Inherent Vice by Thomas Pynchon

Not quite knowing what is going on is one of the most pleasurable aspects of Inherent Vice. Private eye Doc Portello, occasionally emerging from a fog of marijuana smoke, somehow manages to decipher a trail of increasingly convoluted clues that bring him ever closer to solving the mystery of the enigmatic Golden Fang. There's a lot happening, a tangle of motives, an undercurrent of melancholy and a deliciously dodgy cast of characters all negotiating 1970 Los Angeles, but I was perfectly happy to just tag along with Doc as he drifted through his lonely, yet strangely enviable life, reflecting on every little pleasure that presented itself.

The Rapture by Liz Jensen

You can feel the heat coming from Liz Jensen's apocalyptic thriller from the first page.

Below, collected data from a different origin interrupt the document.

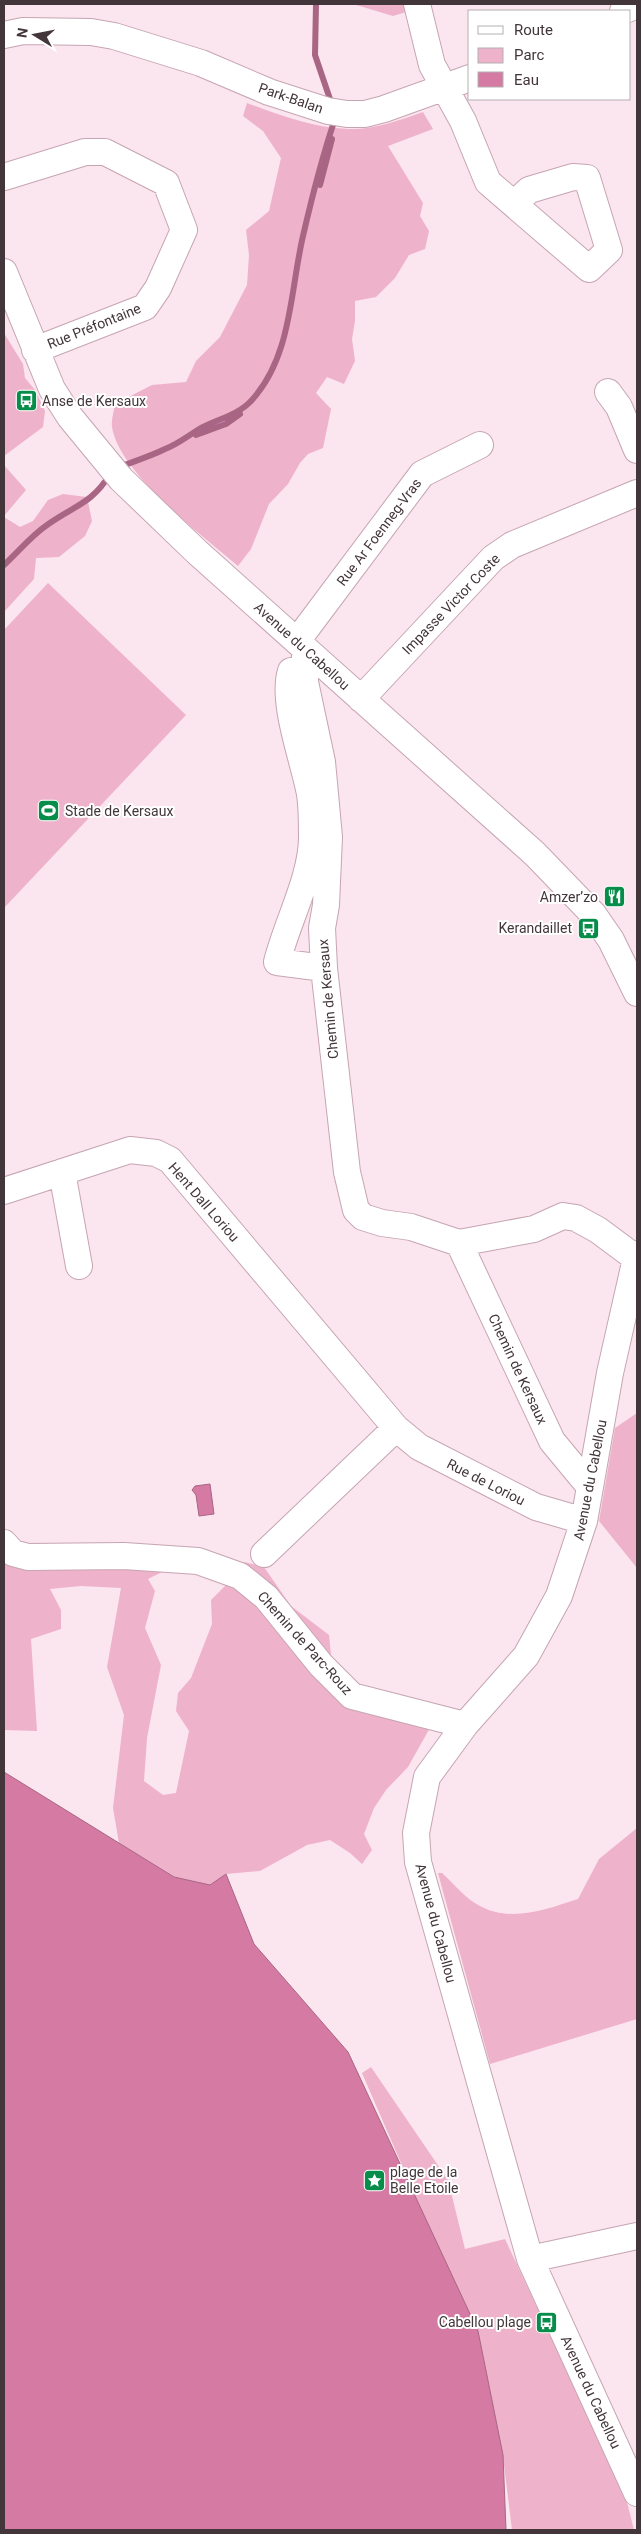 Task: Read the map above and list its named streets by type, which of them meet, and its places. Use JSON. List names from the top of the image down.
{
  "streets": {
    "street": [
      "Park-Balan",
      "Rue Préfontaine",
      "Rue Ar Foenneg-Vras",
      "Impasse Victor Coste",
      "Avenue du Cabellou",
      "Chemin de Kersaux",
      "Hent Dall Loriou",
      "Rue de Loriou",
      "Chemin de Parc-Rouz"
    ]
  },
  "crossings": [
    ["Rue Préfontaine", "Avenue du Cabellou"],
    ["Rue Ar Foenneg-Vras", "Avenue du Cabellou"],
    ["Rue Ar Foenneg-Vras", "Chemin de Kersaux"],
    ["Impasse Victor Coste", "Avenue du Cabellou"],
    ["Avenue du Cabellou", "Chemin de Kersaux"],
    ["Avenue du Cabellou", "Rue de Loriou"],
    ["Avenue du Cabellou", "Chemin de Parc-Rouz"],
    ["Hent Dall Loriou", "Rue de Loriou"]
  ],
  "places": {
    "bus stop": ["Anse de Kersaux", "Kerandaillet", "Cabellou plage"],
    "sports": ["Stade de Kersaux"],
    "restaurant": ["Amzer’zo"],
    "place": ["plage de la Belle Etoile"]
  },
  "legend": ["Route", "Parc", "Eau"],
  "north": "left"
}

Set in a stifling twenty-first century England it tells the story of a world on the cusp of disaster seen through the eyes of Gabrielle Fox, a distressed art therapist who is already trying to deal with her own history of personal calamity. If this incendiary mix of psychiatry and global warming were not enough to tempt us Jensen gives us Bethany Krall, a teenage killer raised in evangelical hellfire, who is in possession of an uncanny ability to predict catastrophes. As the two womens' lives become increasingly intertwined Gabrielle comes to realize that turbulence, even in its most powerful form, obeys specific rules. Tense and haunting, The Rapture is a thrilling read that remained in my thoughts long after I had reached the final page.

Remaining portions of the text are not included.